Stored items
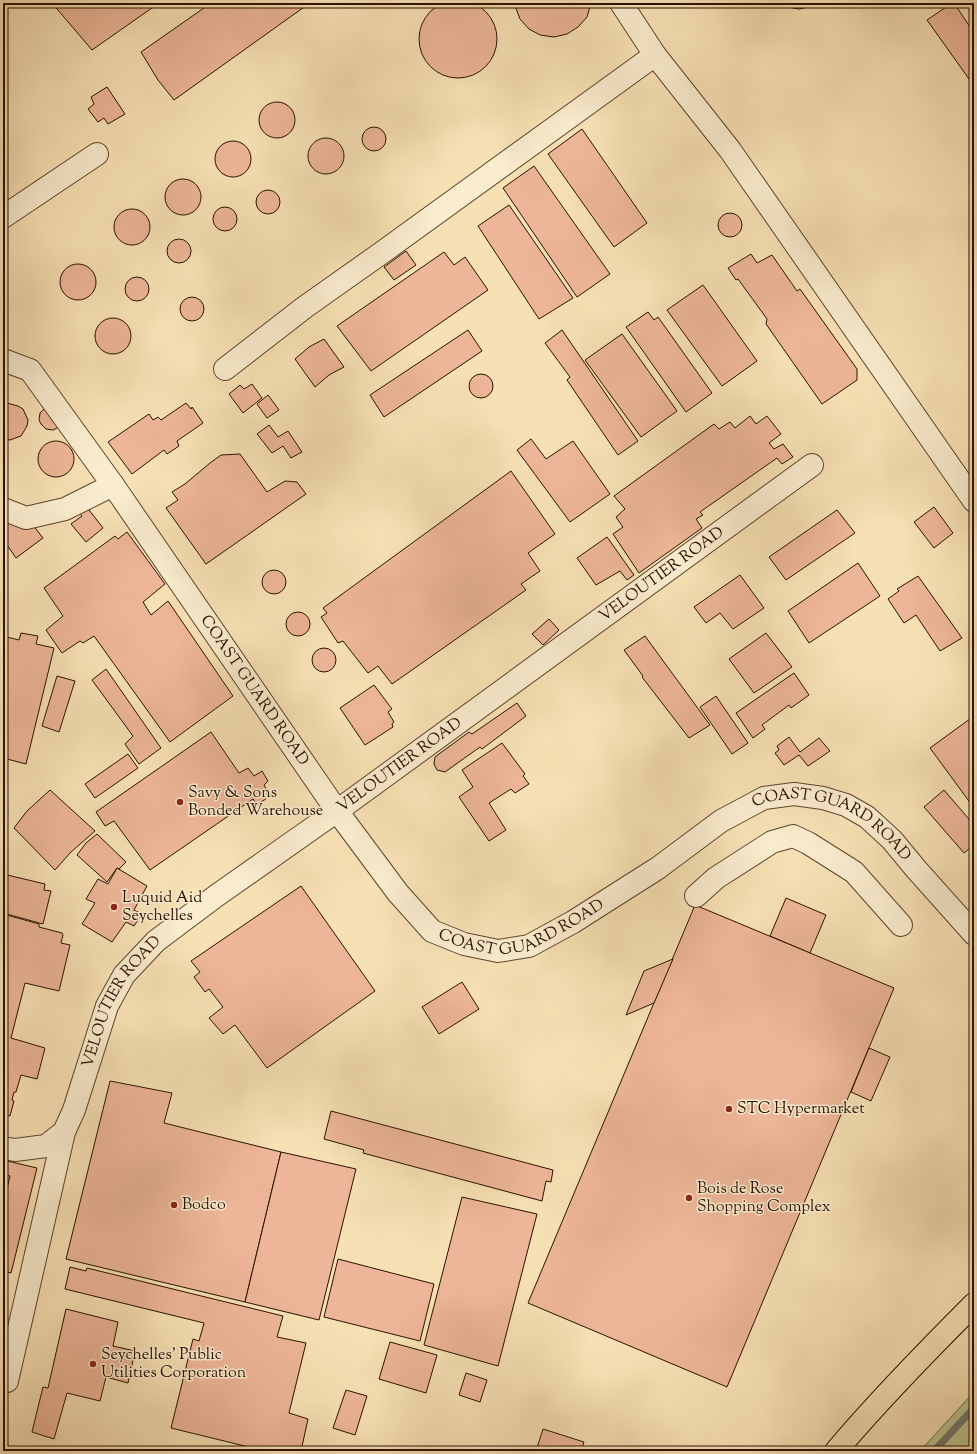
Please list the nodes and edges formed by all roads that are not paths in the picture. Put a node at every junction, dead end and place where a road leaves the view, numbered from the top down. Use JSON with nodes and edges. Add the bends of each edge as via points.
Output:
{"nodes":[{"id":1,"x":621,"y":3,"type":"edge"},
{"id":2,"x":654,"y":55,"type":"junction"},
{"id":3,"x":97,"y":154,"type":"dead end"},
{"id":4,"x":3,"y":217,"type":"edge"},
{"id":5,"x":3,"y":360,"type":"edge"},
{"id":6,"x":225,"y":369,"type":"dead end"},
{"id":7,"x":812,"y":465,"type":"dead end"},
{"id":8,"x":113,"y":485,"type":"junction"},
{"id":9,"x":971,"y":491,"type":"edge"},
{"id":10,"x":3,"y":509,"type":"edge"},
{"id":11,"x":337,"y":811,"type":"junction"},
{"id":12,"x":696,"y":896,"type":"dead end"},
{"id":13,"x":901,"y":925,"type":"dead end"},
{"id":14,"x":974,"y":934,"type":"edge"},
{"id":15,"x":64,"y":1132,"type":"junction"},
{"id":16,"x":3,"y":1148,"type":"edge"},
{"id":17,"x":974,"y":1304,"type":"edge"},
{"id":18,"x":7,"y":1381,"type":"dead end"},
{"id":19,"x":836,"y":1451,"type":"edge"}],
"edges":[{"from":1,"to":2,"type":"street"},
{"from":2,"to":6,"type":"street","via":[[305,307]]},
{"from":2,"to":9,"type":"street","via":[[730,150]]},
{"from":3,"to":4,"type":"street"},
{"from":5,"to":8,"type":"street","name":"COAST GUARD ROAD","via":[[30,370]]},
{"from":7,"to":11,"type":"street","name":"VELOUTIER ROAD"},
{"from":8,"to":10,"type":"street","via":[[65,509],[26,518]]},
{"from":8,"to":11,"type":"street","name":"COAST GUARD ROAD"},
{"from":11,"to":14,"type":"street","name":"COAST GUARD ROAD","via":[[398,892],[432,931],[464,944],[498,951],[529,946],[573,922],[658,868],[721,821],[764,798],[794,794],[823,798],[846,805],[868,817],[892,840]]},
{"from":11,"to":15,"type":"street","name":"VELOUTIER ROAD","via":[[162,937],[124,976],[107,1006],[74,1110]]},
{"from":12,"to":13,"type":"street","via":[[716,878],[772,842],[793,836],[854,872]]},
{"from":15,"to":16,"type":"street","name":"VELOUTIER ROAD","via":[[46,1146],[15,1150]]},
{"from":15,"to":18,"type":"street"},
{"from":17,"to":19,"type":"main road"}]}
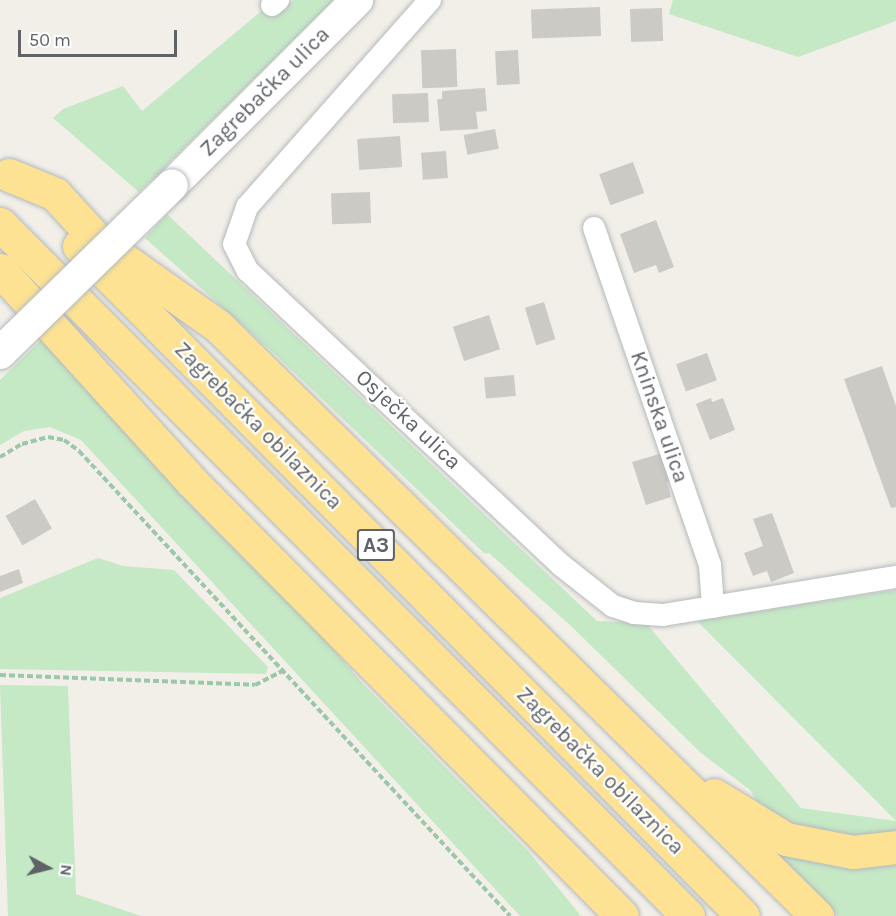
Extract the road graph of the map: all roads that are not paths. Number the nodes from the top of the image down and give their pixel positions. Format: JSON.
{"nodes":[{"id":1,"x":357,"y":0,"type":"edge"},
{"id":2,"x":430,"y":0,"type":"edge"},
{"id":3,"x":4,"y":170,"type":"edge"},
{"id":4,"x":0,"y":224,"type":"edge"},
{"id":5,"x":594,"y":228,"type":"dead end"},
{"id":6,"x":0,"y":270,"type":"edge"},
{"id":7,"x":0,"y":353,"type":"edge"},
{"id":8,"x":896,"y":577,"type":"edge"},
{"id":9,"x":712,"y":608,"type":"junction"},
{"id":10,"x":685,"y":786,"type":"junction"},
{"id":11,"x":896,"y":847,"type":"edge"},
{"id":12,"x":568,"y":863,"type":"junction"},
{"id":13,"x":598,"y":916,"type":"edge"},
{"id":14,"x":622,"y":916,"type":"edge"},
{"id":15,"x":687,"y":916,"type":"edge"},
{"id":16,"x":743,"y":916,"type":"edge"},
{"id":17,"x":817,"y":916,"type":"edge"}],
"edges":[{"from":1,"to":7,"type":"street","name":"Zagrebačka ulica","bridge":true},
{"from":2,"to":9,"type":"street","name":"Osječka ulica"},
{"from":3,"to":10,"type":"highway"},
{"from":3,"to":16,"type":"highway","name":"Zagrebačka obilaznica","number":"A3"},
{"from":4,"to":15,"type":"highway","name":"Zagrebačka obilaznica","number":"A3"},
{"from":5,"to":9,"type":"street","name":"Kninska ulica"},
{"from":6,"to":12,"type":"highway"},
{"from":8,"to":9,"type":"street","name":"Osječka ulica"},
{"from":10,"to":11,"type":"highway"},
{"from":10,"to":17,"type":"highway"},
{"from":12,"to":13,"type":"highway"},
{"from":12,"to":14,"type":"highway"}]}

• _Task statement_: Within the entries, how many lines contain the word "VELOUTIER"? Answer with a number alone.

• _Finished exercise_: 3